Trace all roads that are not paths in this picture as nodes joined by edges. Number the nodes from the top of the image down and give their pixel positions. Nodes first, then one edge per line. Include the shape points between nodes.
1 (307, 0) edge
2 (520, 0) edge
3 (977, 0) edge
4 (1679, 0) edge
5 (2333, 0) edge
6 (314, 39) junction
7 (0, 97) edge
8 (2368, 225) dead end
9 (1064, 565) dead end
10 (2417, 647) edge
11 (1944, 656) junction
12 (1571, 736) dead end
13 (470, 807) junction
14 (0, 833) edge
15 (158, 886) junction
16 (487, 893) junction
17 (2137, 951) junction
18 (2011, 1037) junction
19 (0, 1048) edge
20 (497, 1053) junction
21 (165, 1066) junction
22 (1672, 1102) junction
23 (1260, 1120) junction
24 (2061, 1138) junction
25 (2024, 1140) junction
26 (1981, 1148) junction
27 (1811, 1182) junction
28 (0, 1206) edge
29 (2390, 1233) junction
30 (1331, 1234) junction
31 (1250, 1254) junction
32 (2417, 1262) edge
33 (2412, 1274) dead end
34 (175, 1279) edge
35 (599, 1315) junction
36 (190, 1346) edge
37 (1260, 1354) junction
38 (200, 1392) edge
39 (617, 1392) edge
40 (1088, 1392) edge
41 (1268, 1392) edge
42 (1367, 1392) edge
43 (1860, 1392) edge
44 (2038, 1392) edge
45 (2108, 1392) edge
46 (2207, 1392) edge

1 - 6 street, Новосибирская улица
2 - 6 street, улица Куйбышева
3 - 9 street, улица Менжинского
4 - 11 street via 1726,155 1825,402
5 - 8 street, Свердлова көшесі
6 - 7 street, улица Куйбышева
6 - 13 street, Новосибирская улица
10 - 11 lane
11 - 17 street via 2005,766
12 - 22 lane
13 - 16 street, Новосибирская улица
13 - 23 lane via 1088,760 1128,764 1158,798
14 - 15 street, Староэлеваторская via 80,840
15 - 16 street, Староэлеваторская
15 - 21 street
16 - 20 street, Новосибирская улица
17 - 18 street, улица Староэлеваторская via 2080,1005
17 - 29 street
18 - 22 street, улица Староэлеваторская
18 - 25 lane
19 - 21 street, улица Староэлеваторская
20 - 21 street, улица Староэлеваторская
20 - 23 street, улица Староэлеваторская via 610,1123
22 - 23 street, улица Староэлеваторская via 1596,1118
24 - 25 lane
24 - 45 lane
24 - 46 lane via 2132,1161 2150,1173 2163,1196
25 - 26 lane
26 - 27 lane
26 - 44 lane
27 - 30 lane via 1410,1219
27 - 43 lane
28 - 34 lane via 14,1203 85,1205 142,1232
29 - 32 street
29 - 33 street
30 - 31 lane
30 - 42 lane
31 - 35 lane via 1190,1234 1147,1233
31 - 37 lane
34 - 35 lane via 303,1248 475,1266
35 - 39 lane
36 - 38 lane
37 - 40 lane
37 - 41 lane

→ Goal of the exercise:
From the listing above, return every line that contains the word "dead".

→ Your solution:
8 (2368, 225) dead end
9 (1064, 565) dead end
12 (1571, 736) dead end
33 (2412, 1274) dead end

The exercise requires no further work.